▶ **What you have to do**
Find the word "Goodwin" in the data, then copy each line where it is found.

[[ Data for review open ]]

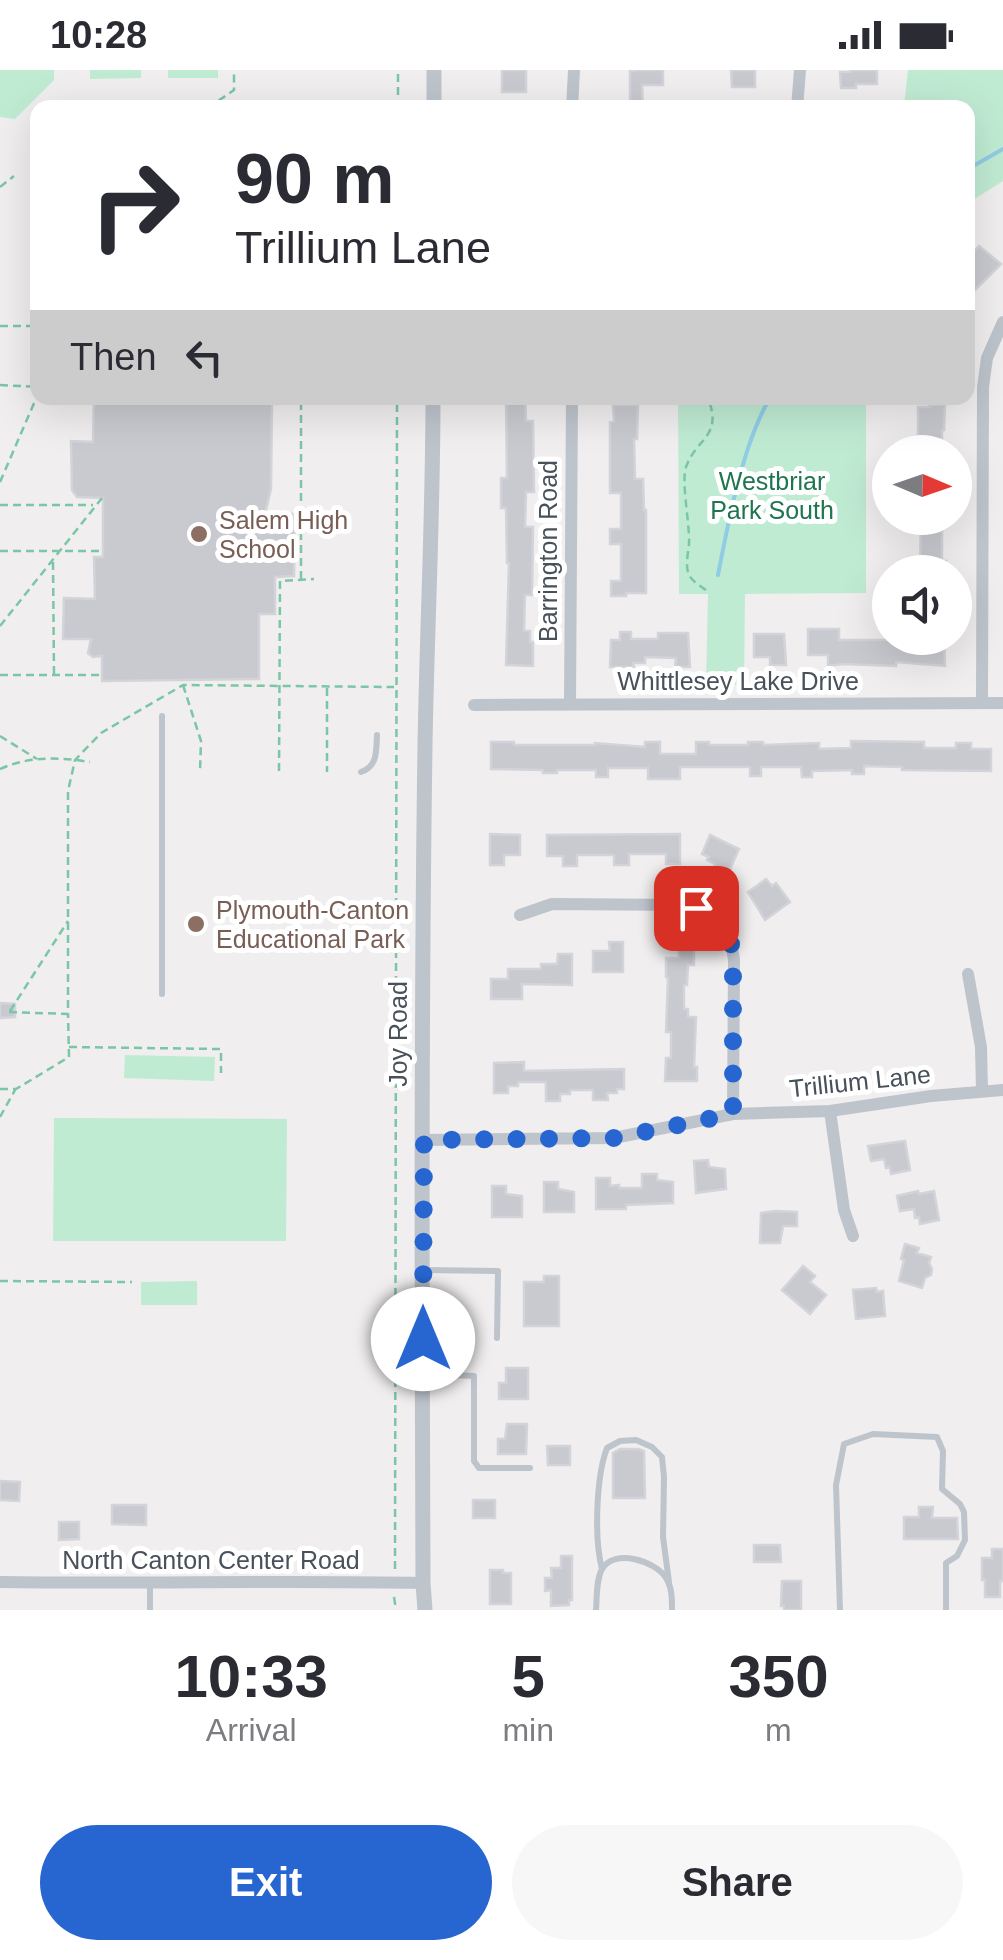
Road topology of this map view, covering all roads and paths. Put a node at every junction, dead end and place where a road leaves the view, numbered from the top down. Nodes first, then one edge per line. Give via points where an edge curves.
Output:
1 (234, 70) edge
2 (398, 70) edge
3 (434, 70) edge
4 (574, 70) edge
5 (800, 70) edge
6 (220, 100) edge
7 (398, 100) edge
8 (434, 100) edge
9 (572, 100) edge
10 (797, 100) edge
11 (14, 176) dead end
12 (0, 188) edge
13 (1003, 322) edge
14 (0, 326) edge
15 (30, 326) edge
16 (0, 385) edge
17 (30, 386) edge
18 (33, 405) edge
19 (301, 405) edge
20 (397, 405) edge
21 (434, 405) edge
22 (572, 405) edge
23 (710, 405) edge
24 (0, 482) edge
25 (102, 498) dead end
26 (0, 505) edge
27 (96, 506) junction
28 (0, 551) edge
29 (60, 551) junction
30 (103, 551) dead end
31 (53, 559) junction
32 (314, 579) dead end
33 (301, 580) junction
34 (706, 590) dead end
35 (0, 626) edge
36 (0, 675) edge
37 (54, 675) junction
38 (102, 675) dead end
39 (182, 685) junction
40 (280, 685) junction
41 (327, 686) junction
42 (396, 687) junction
43 (1003, 703) edge
44 (474, 704) dead end
45 (570, 704) junction
46 (982, 704) junction
47 (162, 716) dead end
48 (377, 735) dead end
49 (0, 736) edge
50 (38, 759) junction
51 (75, 760) junction
52 (90, 762) dead end
53 (0, 769) edge
54 (200, 771) dead end
55 (280, 772) dead end
56 (327, 772) dead end
57 (361, 772) dead end
58 (520, 914) dead end
59 (68, 921) junction
60 (968, 974) dead end
61 (162, 994) dead end
62 (68, 1014) junction
63 (69, 1047) junction
64 (221, 1074) dead end
65 (0, 1089) edge
66 (16, 1089) junction
67 (1003, 1090) edge
68 (982, 1091) junction
69 (830, 1111) junction
70 (733, 1114) junction
71 (0, 1117) edge
72 (424, 1140) junction
73 (853, 1236) dead end
74 (423, 1270) junction
75 (0, 1281) edge
76 (132, 1282) dead end
77 (497, 1338) dead end
78 (423, 1374) junction
79 (530, 1468) dead end
80 (602, 1569) junction
81 (0, 1582) edge
82 (395, 1582) junction
83 (670, 1582) junction
84 (150, 1583) junction
85 (422, 1583) junction
86 (150, 1610) edge
87 (396, 1610) edge
88 (425, 1610) edge
89 (596, 1610) edge
90 (672, 1610) edge
91 (840, 1610) edge
92 (946, 1610) edge

1 - 6 path via 234,90
2 - 7 path
3 - 8 street
4 - 9 street
5 - 10 street
11 - 12 path
13 - 46 street via 983,387
14 - 15 path
16 - 17 path
18 - 24 path
19 - 33 path
20 - 42 path
21 - 72 street, Joy Road
22 - 45 street, Barrington Road
23 - 34 path via 711,428 684,476 688,572
25 - 27 path
26 - 27 path
27 - 29 path
28 - 29 path
29 - 30 path
29 - 31 path
31 - 35 path
31 - 37 path
32 - 33 path
33 - 40 path via 280,581
36 - 37 path
37 - 38 path
39 - 40 path
39 - 51 path via 101,734
39 - 54 path via 201,740
40 - 41 path
40 - 55 path
41 - 42 path
41 - 56 path
42 - 82 path
43 - 46 street, Whittlesey Lake Drive
44 - 45 street, Whittlesey Lake Drive
45 - 46 street, Whittlesey Lake Drive
47 - 61 lane
48 - 57 lane via 375,763
49 - 50 path
50 - 51 path
50 - 53 path
51 - 52 path
51 - 59 path via 68,791
58 - 70 street via 552,904 684,904 716,921 733,950
59 - 62 path
59 - 62 path via 9,1012
60 - 68 street
62 - 63 path
63 - 64 path via 221,1049
63 - 66 path via 69,1058
65 - 66 path
66 - 71 path
67 - 68 street, Trillium Lane
68 - 69 street, Trillium Lane
69 - 70 street, Trillium Lane
69 - 73 street
70 - 72 street, Trillium Lane via 614,1138
72 - 74 street, Joy Road
74 - 77 lane via 498,1271
74 - 78 street, Joy Road
75 - 76 path
78 - 79 lane via 474,1376 479,1468
78 - 85 street, Joy Road
80 - 83 lane via 610,1561 640,1561
80 - 83 lane via 600,1466 607,1448 636,1440 662,1457
80 - 89 lane
81 - 84 street, North Canton Center Road
82 - 84 street, North Canton Center Road
82 - 85 street, North Canton Center Road
82 - 87 path
83 - 90 lane
84 - 86 lane
85 - 88 street, Joy Road
91 - 92 lane via 836,1485 844,1444 874,1434 937,1438 942,1450 942,1489 964,1512 965,1540 946,1564

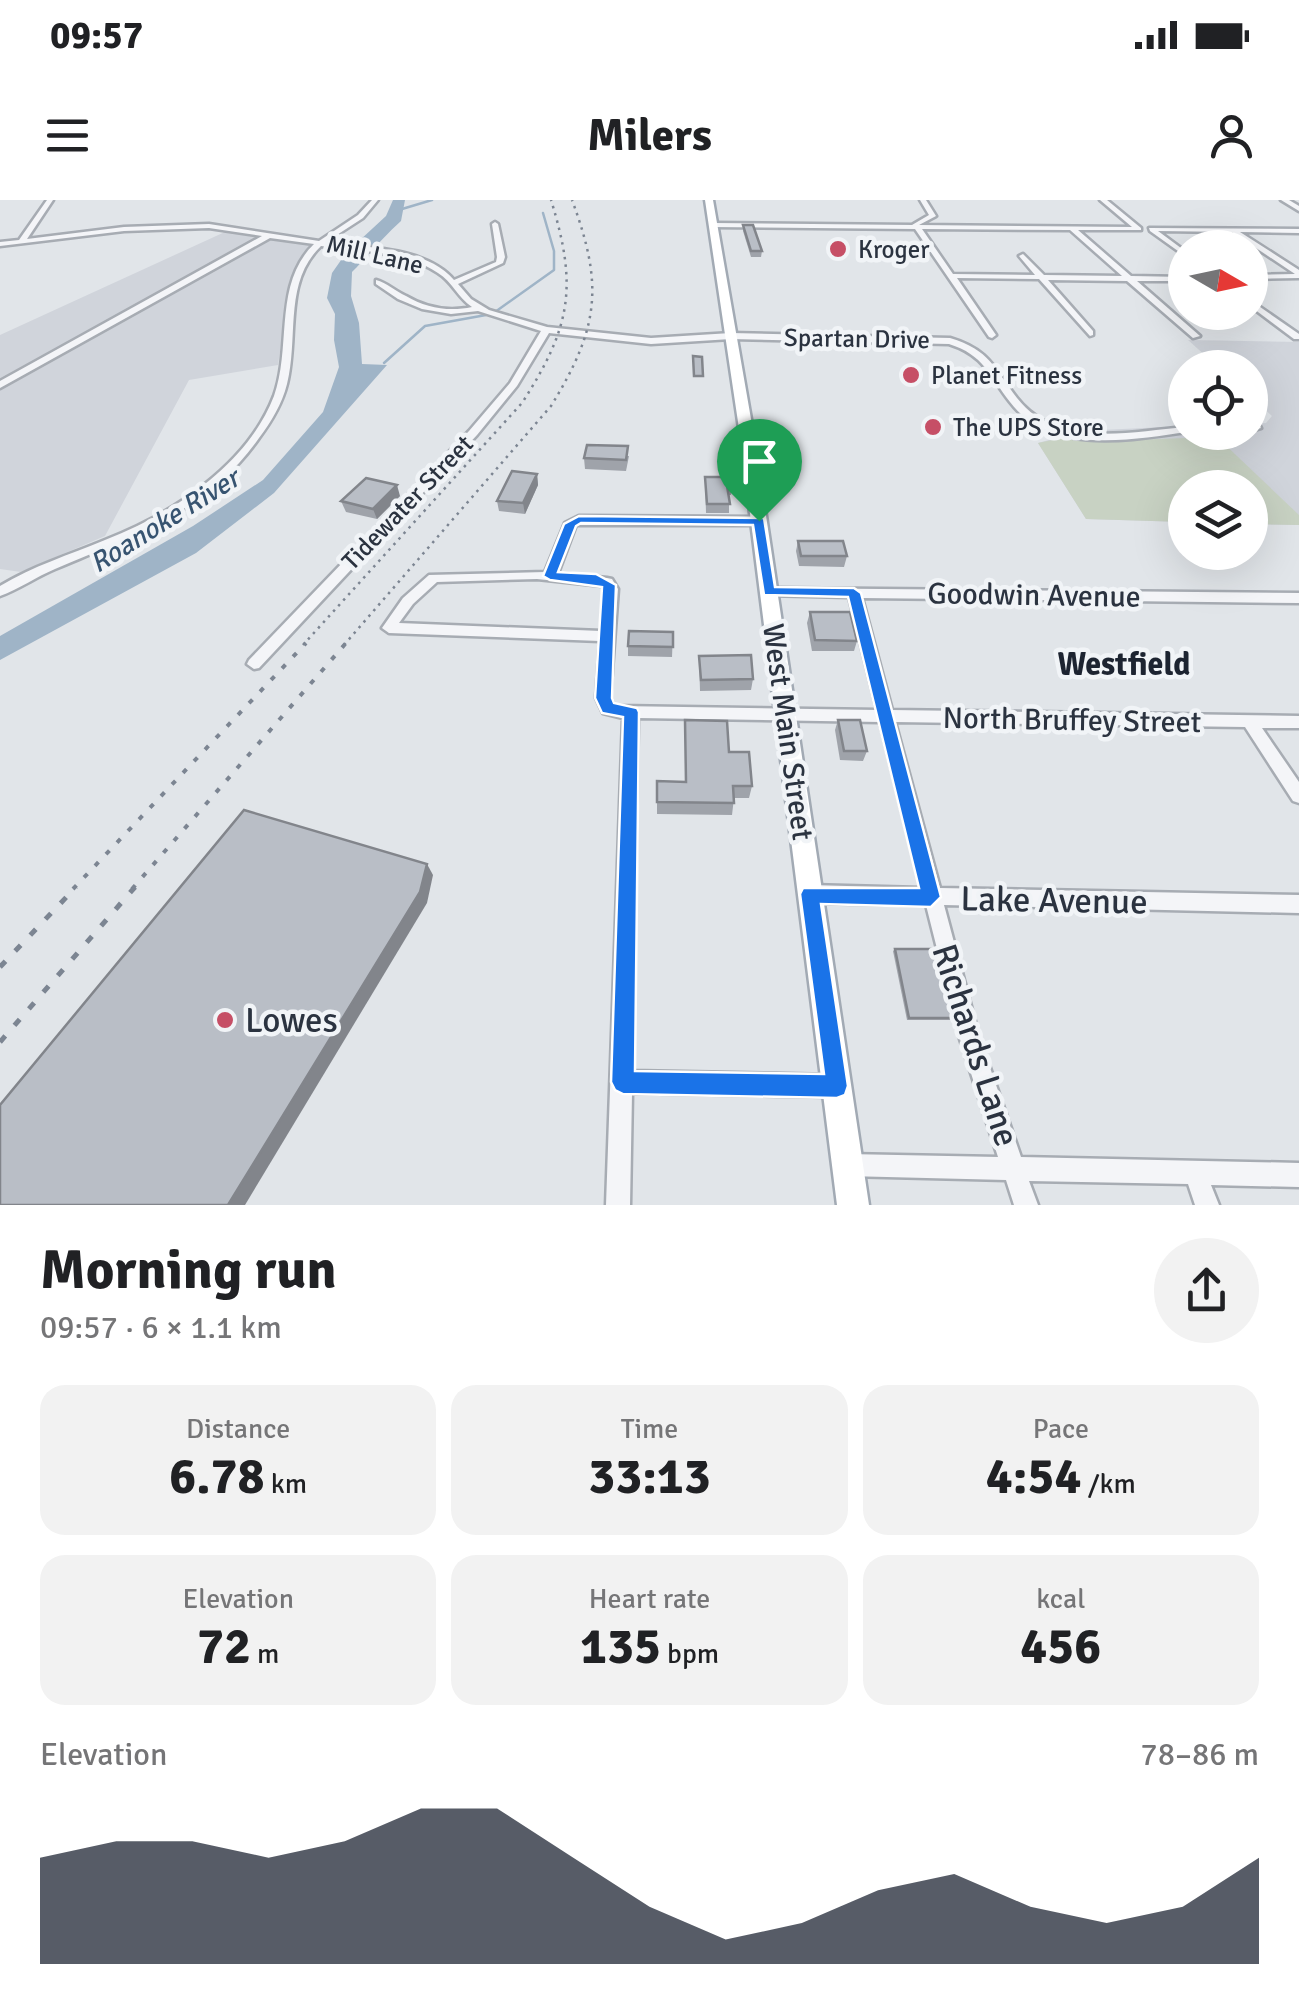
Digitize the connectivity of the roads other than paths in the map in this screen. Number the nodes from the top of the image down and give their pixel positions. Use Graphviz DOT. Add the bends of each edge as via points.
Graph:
graph roads {
  1 [pos="50,200"];
  2 [pos="375,200"];
  3 [pos="709,200"];
  4 [pos="923,200"];
  5 [pos="1103,200"];
  6 [pos="1284,200"];
  7 [pos="1299,209"];
  8 [pos="495,224"];
  9 [pos="714,225"];
  10 [pos="906,227"];
  11 [pos="917,227"];
  12 [pos="1072,229"];
  13 [pos="1192,230"];
  14 [pos="1268,231"];
  15 [pos="1299,231"];
  16 [pos="271,234"];
  17 [pos="320,241"];
  18 [pos="21,242"];
  19 [pos="1168,242"];
  20 [pos="0,244"];
  21 [pos="1268,254"];
  22 [pos="1023,256"];
  23 [pos="1299,275"];
  24 [pos="952,276"];
  25 [pos="1268,277"];
  26 [pos="1043,279"];
  27 [pos="1168,279"];
  28 [pos="1130,280"];
  29 [pos="379,282"];
  30 [pos="454,283"];
  31 [pos="478,308"];
  32 [pos="1268,315"];
  33 [pos="546,330"];
  34 [pos="1090,334"];
  35 [pos="731,336"];
  36 [pos="992,336"];
  37 [pos="1196,336"];
  38 [pos="1297,337"];
  39 [pos="0,385"];
  40 [pos="1168,431"];
  41 [pos="759,521"];
  42 [pos="550,576"];
  43 [pos="2,589"];
  44 [pos="769,592"];
  45 [pos="854,593"];
  46 [pos="1299,598"];
  47 [pos="607,636"];
  48 [pos="254,664"];
  49 [pos="631,712"];
  50 [pos="786,716"];
  51 [pos="885,717"];
  52 [pos="1250,722"];
  53 [pos="1299,722"];
  54 [pos="1299,796"];
  55 [pos="810,894"];
  56 [pos="931,897"];
  57 [pos="1299,904"];
  58 [pos="623,1082"];
  59 [pos="837,1086"];
  60 [pos="848,1166"];
  61 [pos="1016,1172"];
  62 [pos="1196,1174"];
  63 [pos="1299,1175"];
  64 [pos="618,1205"];
  65 [pos="853,1205"];
  66 [pos="1026,1205"];
  67 [pos="1207,1205"];
  1 -- 18 [label="street"];
  2 -- 17 [label="street"];
  3 -- 9 [label="main road, West Main Street"];
  4 -- 10 [label="street" via="931,218"];
  5 -- 12 [label="street" via="1139,229"];
  6 -- 7 [label="street"];
  8 -- 30 [label="street" via="498,263"];
  9 -- 10 [label="street"];
  9 -- 35 [label="main road, West Main Street"];
  10 -- 11 [label="street"];
  11 -- 12 [label="street"];
  11 -- 24 [label="street"];
  12 -- 28 [label="street"];
  13 -- 19 [label="street" via="1151,229"];
  14 -- 15 [label="street"];
  16 -- 17 [label="street, Mill Lane"];
  16 -- 18 [label="street, Mill Lane" via="174,226"];
  16 -- 39 [label="street"];
  17 -- 30 [label="street, Mill Lane" via="428,264"];
  17 -- 43 [label="street" via="298,274 278,398 240,456 156,522"];
  18 -- 20 [label="street, Mill Lane"];
  21 -- 23 [label="street"];
  22 -- 26 [label="street"];
  23 -- 25 [label="street"];
  24 -- 26 [label="street"];
  24 -- 36 [label="street"];
  26 -- 28 [label="street"];
  26 -- 34 [label="street"];
  27 -- 28 [label="street"];
  28 -- 37 [label="street"];
  29 -- 31 [label="street" via="414,304 455,312"];
  30 -- 31 [label="street, Mill Lane"];
  31 -- 33 [label="street, Mill Lane"];
  32 -- 38 [label="street"];
  33 -- 35 [label="street, Mill Lane" via="651,341"];
  33 -- 48 [label="street, Tidewater Street" via="514,384 473,433"];
  35 -- 40 [label="street, Spartan Drive" via="950,341 982,354 1022,411 1049,428 1092,435"];
  35 -- 41 [label="main road, West Main Street"];
  41 -- 42 [label="street" via="579,520 571,524"];
  41 -- 44 [label="main road, West Main Street"];
  42 -- 47 [label="street" via="609,585"];
  42 -- 47 [label="street" via="434,578 390,628"];
  44 -- 45 [label="street, Goodwin Avenue"];
  44 -- 50 [label="main road, West Main Street"];
  45 -- 46 [label="street, Goodwin Avenue"];
  45 -- 51 [label="street, Richards Lane"];
  47 -- 49 [label="street" via="606,705"];
  49 -- 50 [label="street, North Bruffey Street"];
  49 -- 58 [label="street"];
  50 -- 51 [label="street, North Bruffey Street"];
  50 -- 55 [label="main road, West Main Street"];
  51 -- 52 [label="street, North Bruffey Street"];
  51 -- 56 [label="street, Richards Lane"];
  52 -- 53 [label="street, North Bruffey Street"];
  52 -- 54 [label="street"];
  55 -- 56 [label="street, Lake Avenue"];
  55 -- 59 [label="main road, West Main Street"];
  56 -- 57 [label="street, Lake Avenue"];
  56 -- 61 [label="street, Richards Lane"];
  58 -- 59 [label="street"];
  58 -- 64 [label="street"];
  59 -- 60 [label="main road, West Main Street"];
  60 -- 61 [label="street"];
  60 -- 65 [label="main road, West Main Street"];
  61 -- 62 [label="street"];
  61 -- 66 [label="street, Richards Lane"];
  62 -- 63 [label="street"];
  62 -- 67 [label="street"];
}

[[ Data for review closed ]]

▶ **Answer to this problem**
  44 -- 45 [label="street, Goodwin Avenue"];
  45 -- 46 [label="street, Goodwin Avenue"];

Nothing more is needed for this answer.